2 vols. octavo. The latter was the successful competing essay, among fifty, for Burnet's first prize of 1250; the second, of 400, being awarded to Dr. Sumner, afterwards Bishop of Chester. Dr. Brown also wrote a few pamphlets upon passing occurrences, political and otherwise; and one or two articles in Latin, relating to formalities in the university over which he presided. His last considerable work was A Comparative View of Christianity, and of the other Forms of Religion which have existed, and still exist, in the World, particularly with regard to their Moral Tendency, Edinburgh, 2 vols. octavo, 1826.
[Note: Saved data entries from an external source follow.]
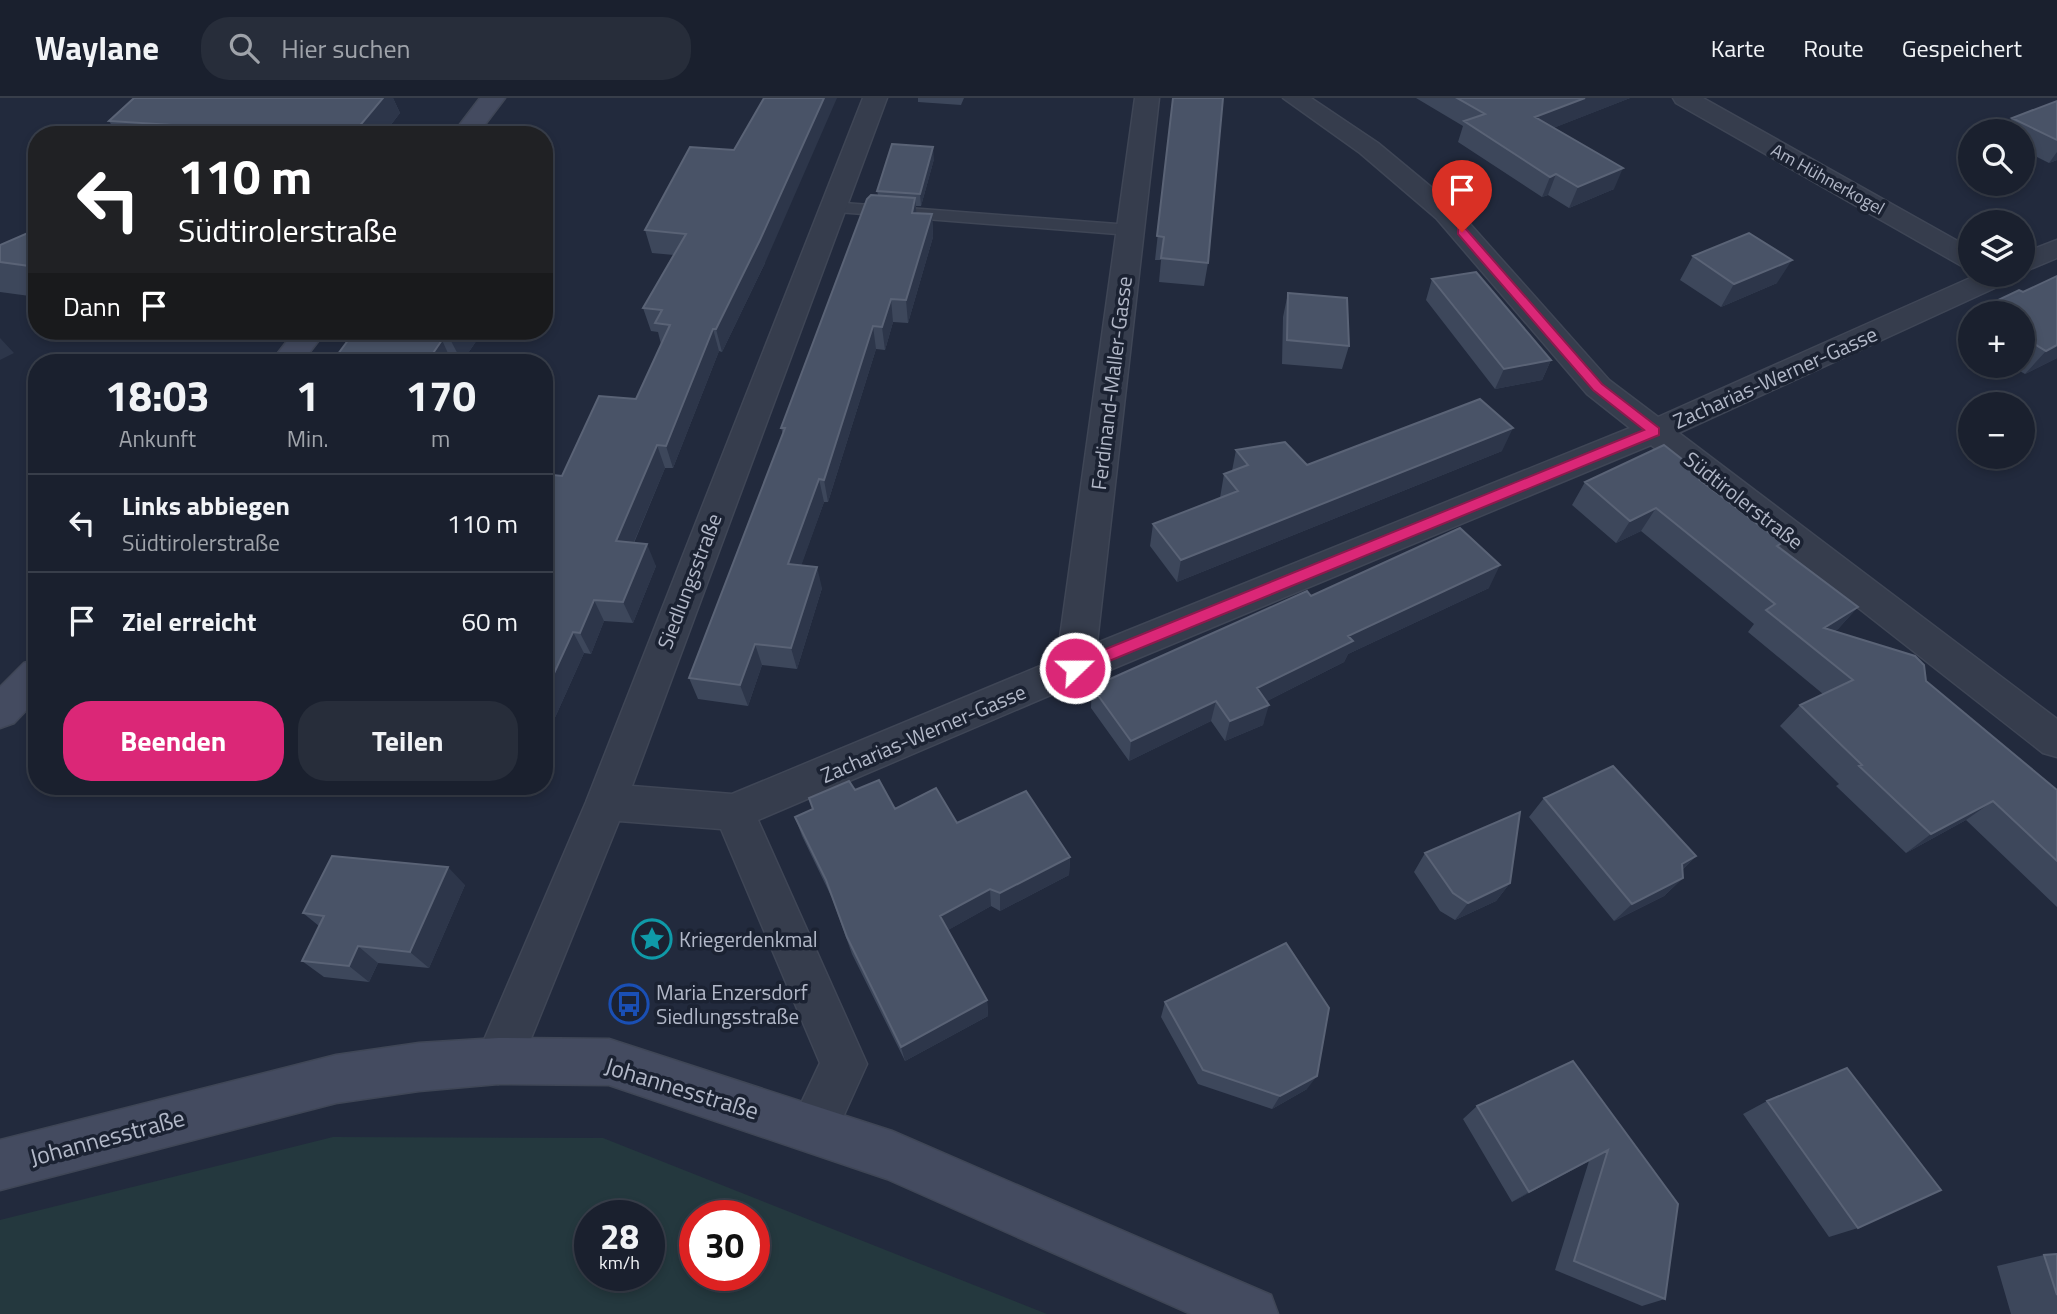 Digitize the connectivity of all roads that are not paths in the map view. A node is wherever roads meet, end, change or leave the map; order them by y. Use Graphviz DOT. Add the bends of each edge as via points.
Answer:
graph roads {
  1 [pos="493,98"];
  2 [pos="875,98"];
  3 [pos="1147,98"];
  4 [pos="1295,98"];
  5 [pos="1685,98"];
  6 [pos="471,126"];
  7 [pos="831,207"];
  8 [pos="1130,230"];
  9 [pos="2057,248"];
  10 [pos="1958,252"];
  11 [pos="2035,258"];
  12 [pos="1972,287"];
  13 [pos="304,340"];
  14 [pos="292,354"];
  15 [pos="1654,431"];
  16 [pos="1075,668"];
  17 [pos="28,683"];
  18 [pos="0,712"];
  19 [pos="2057,741"];
  20 [pos="606,802"];
  21 [pos="734,812"];
  22 [pos="498,1061"];
  23 [pos="813,1129"];
  24 [pos="0,1165"];
  25 [pos="1252,1314"];
  1 -- 6 [label="main road"];
  2 -- 7 [label="street, Siedlungsstraße"];
  3 -- 8 [label="street, Ferdinand-Maller-Gasse"];
  4 -- 15 [label="street, Südtirolerstraße" via="1369,148 1445,212 1598,387"];
  5 -- 10 [label="street, Am Hühnerkogel"];
  7 -- 8 [label="lane"];
  7 -- 20 [label="street, Siedlungsstraße"];
  8 -- 16 [label="street, Ferdinand-Maller-Gasse"];
  9 -- 11 [label="street"];
  12 -- 15 [label="street, Zacharias-Werner-Gasse"];
  13 -- 14 [label="main road"];
  15 -- 16 [label="street, Zacharias-Werner-Gasse"];
  15 -- 19 [label="street, Südtirolerstraße"];
  16 -- 21 [label="street, Zacharias-Werner-Gasse"];
  17 -- 18 [label="main road"];
  20 -- 21 [label="street, Zacharias-Werner-Gasse"];
  20 -- 22 [label="street, Siedlungsstraße"];
  21 -- 23 [label="street" via="844,1064"];
  22 -- 23 [label="main road, Johannesstraße" via="609,1062"];
  22 -- 24 [label="main road, Johannesstraße" via="335,1079"];
  23 -- 25 [label="main road, Johannesstraße" via="892,1156"];
}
In addition to the preferments already mentioned, Dr. Brown was honoured, in 1800, with the appointment of chaplain in ordinary to the king; and, in 1804, was nominated dean of the chapel-royal, and of the order of the Thistle. He was, last of all, in 1825, appointed to read the Gordon course of lectures on practical religion, in the Marischal College. Though thus bearing such a multiplicity of offices, Dr. Brown was, upon principle, opposed to pluralities, and was, perhaps, only tempted to transgress the rule in his own case, by the want of adequate endowments for his two chief offices, those of divinity professor and of principal.
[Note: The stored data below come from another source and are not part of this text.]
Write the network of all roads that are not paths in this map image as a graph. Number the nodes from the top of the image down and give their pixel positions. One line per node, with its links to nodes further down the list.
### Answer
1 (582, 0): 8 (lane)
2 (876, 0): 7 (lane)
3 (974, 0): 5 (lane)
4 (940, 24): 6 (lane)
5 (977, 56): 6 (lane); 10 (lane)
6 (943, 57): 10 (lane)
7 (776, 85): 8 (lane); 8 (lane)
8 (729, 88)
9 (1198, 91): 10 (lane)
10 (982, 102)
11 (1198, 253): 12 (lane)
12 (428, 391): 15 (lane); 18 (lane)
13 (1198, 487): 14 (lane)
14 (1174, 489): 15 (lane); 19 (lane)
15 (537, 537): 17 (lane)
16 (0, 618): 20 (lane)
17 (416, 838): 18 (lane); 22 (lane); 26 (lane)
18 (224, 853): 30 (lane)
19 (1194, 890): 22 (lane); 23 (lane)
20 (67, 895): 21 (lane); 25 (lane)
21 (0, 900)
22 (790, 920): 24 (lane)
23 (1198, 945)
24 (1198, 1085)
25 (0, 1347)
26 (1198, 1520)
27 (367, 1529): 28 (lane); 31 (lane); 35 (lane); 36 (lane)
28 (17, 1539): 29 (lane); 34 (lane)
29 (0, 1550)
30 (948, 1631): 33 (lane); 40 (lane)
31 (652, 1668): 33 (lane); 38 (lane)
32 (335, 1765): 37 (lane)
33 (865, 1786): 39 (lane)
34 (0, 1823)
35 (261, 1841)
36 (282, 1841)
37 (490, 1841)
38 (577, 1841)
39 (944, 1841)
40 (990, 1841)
Dr. Brown died, May 11, 1830, in the seventysixth year of his age. Besides his great talents and acquirements, he was characterized by many excellent personal qualities. His mind was altogether of a manly cast; and, though honoured with the regards of a court, he was incapable of cowering to mere rank and station. With some warmth of temper, he was open, sincere, and generous, and entertained sentiments of unbounded liberality towards his fellowcreatures of all ranks, and of all countries.
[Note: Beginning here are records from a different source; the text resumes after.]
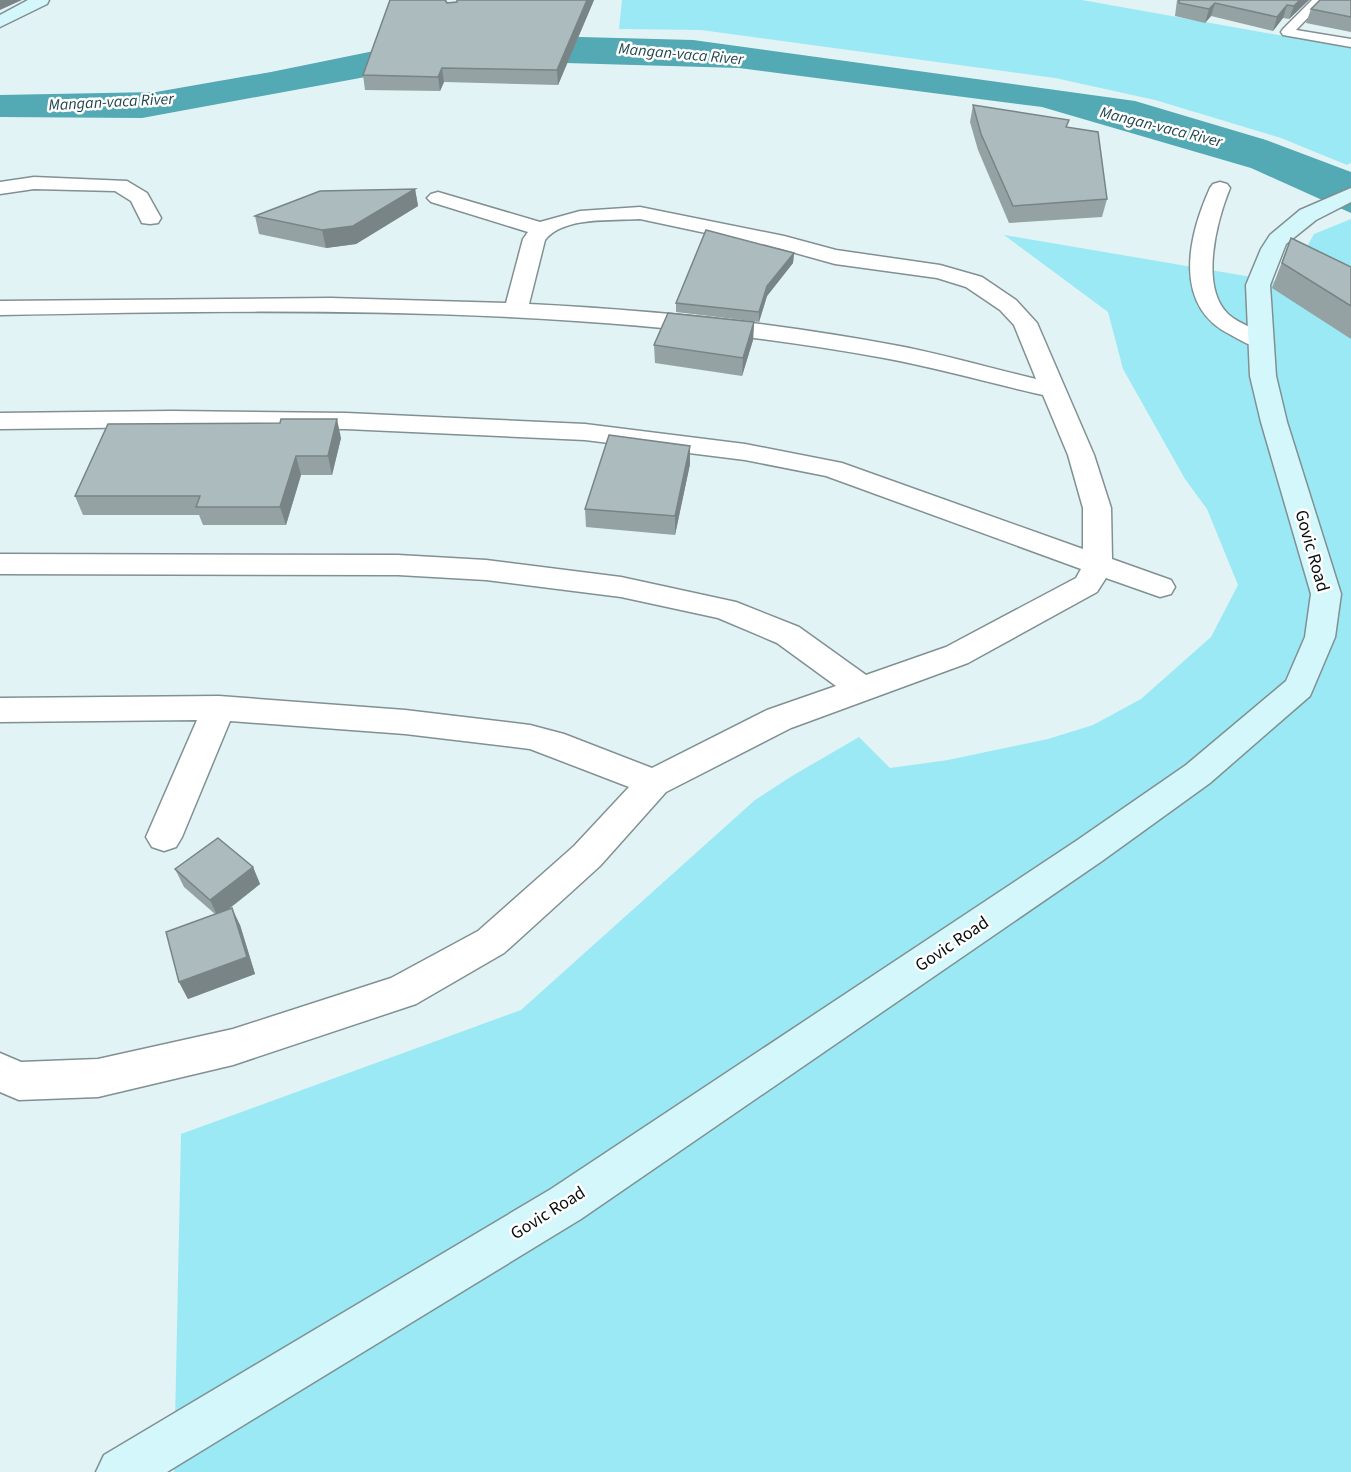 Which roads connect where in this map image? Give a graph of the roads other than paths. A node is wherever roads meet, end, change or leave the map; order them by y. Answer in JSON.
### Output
{"nodes":[{"id":1,"x":41,"y":0,"type":"edge"},
{"id":2,"x":1319,"y":0,"type":"edge"},
{"id":3,"x":0,"y":22,"type":"edge"},
{"id":4,"x":1351,"y":44,"type":"edge"},
{"id":5,"x":0,"y":188,"type":"edge"},
{"id":6,"x":1220,"y":188,"type":"dead end"},
{"id":7,"x":1351,"y":194,"type":"edge"},
{"id":8,"x":438,"y":198,"type":"dead end"},
{"id":9,"x":150,"y":218,"type":"dead end"},
{"id":10,"x":542,"y":229,"type":"junction"},
{"id":11,"x":0,"y":308,"type":"edge"},
{"id":12,"x":516,"y":309,"type":"junction"},
{"id":13,"x":1261,"y":341,"type":"junction"},
{"id":14,"x":1052,"y":390,"type":"junction"},
{"id":15,"x":0,"y":421,"type":"edge"},
{"id":16,"x":0,"y":564,"type":"edge"},
{"id":17,"x":1098,"y":565,"type":"junction"},
{"id":18,"x":1160,"y":587,"type":"dead end"},
{"id":19,"x":864,"y":690,"type":"junction"},
{"id":20,"x":219,"y":708,"type":"junction"},
{"id":21,"x":0,"y":710,"type":"edge"},
{"id":22,"x":654,"y":783,"type":"junction"},
{"id":23,"x":164,"y":837,"type":"dead end"},
{"id":24,"x":0,"y":1072,"type":"edge"},
{"id":25,"x":121,"y":1472,"type":"edge"}],
"edges":[{"from":1,"to":3,"type":"main road"},
{"from":2,"to":4,"type":"lane"},
{"from":5,"to":9,"type":"street"},
{"from":6,"to":13,"type":"street"},
{"from":7,"to":13,"type":"main road","name":"Govic Road"},
{"from":8,"to":10,"type":"street"},
{"from":10,"to":12,"type":"street"},
{"from":10,"to":14,"type":"street"},
{"from":11,"to":12,"type":"street"},
{"from":12,"to":14,"type":"street"},
{"from":13,"to":25,"type":"main road","name":"Govic Road"},
{"from":14,"to":17,"type":"street"},
{"from":15,"to":17,"type":"street"},
{"from":16,"to":19,"type":"street"},
{"from":17,"to":18,"type":"street"},
{"from":17,"to":19,"type":"street"},
{"from":19,"to":22,"type":"street"},
{"from":20,"to":21,"type":"street"},
{"from":20,"to":22,"type":"street"},
{"from":20,"to":23,"type":"street"},
{"from":22,"to":24,"type":"street"}]}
BRUCE, JAMES, a celebrated traveller, born on the 14th of December, 1730, at Kinnaird, in the county of Stirling. Bruce was by birth a gentleman, and might even be considered as nobly descended. He was the eldest son of David Bruce, Esq. of Kinnaird, who was in turn the son of David Hay of Woodcockdale in Linlithgowshire (descended from an old and respectable branch of the Hays of Errol), and of Helen Bruce, the heiress of Kinnaird, who traced her pedigree to that noble Norman family, which, in the fourteenth century, gave a king to Scotland. It will thus be observed that the traveller's paternal name had been changed from Hay to Bruce, for the sake of succession to Kinnaird. The traveller was extremely vain of his alliance to the hero of Bannockburn, insomuch as to tell his engraver, on one occasion, that he conceived himself entitled to use royal livery! He took it very ill to be reminded, as he frequently was, that, in reality, he was not a Bruce, but a Hay, and though the heir of line, not the heir male of even that branch of the family which he represented. In truth the real Bruces of Kinnaird, his grandmother's ancestors, were but descended from a cadet of a cadet of the royal family of Bruce, and, as it will be observed, sprung off before the family became royal, though not before it had intermarried with royalty. His mother was the daughter of James Graham, Esq. of Airth, dean of the faculty of advocates, and judge of the high court of admiralty in Scotland-a man dis tinguished by his abilities and respected for his public and private virtues. Unfortunately, the traveller lost his mother at the early age of three years-almost the only worldly loss which cannot be fully compensated. His father marrying a second time, had an additional family of six sons and two daughters.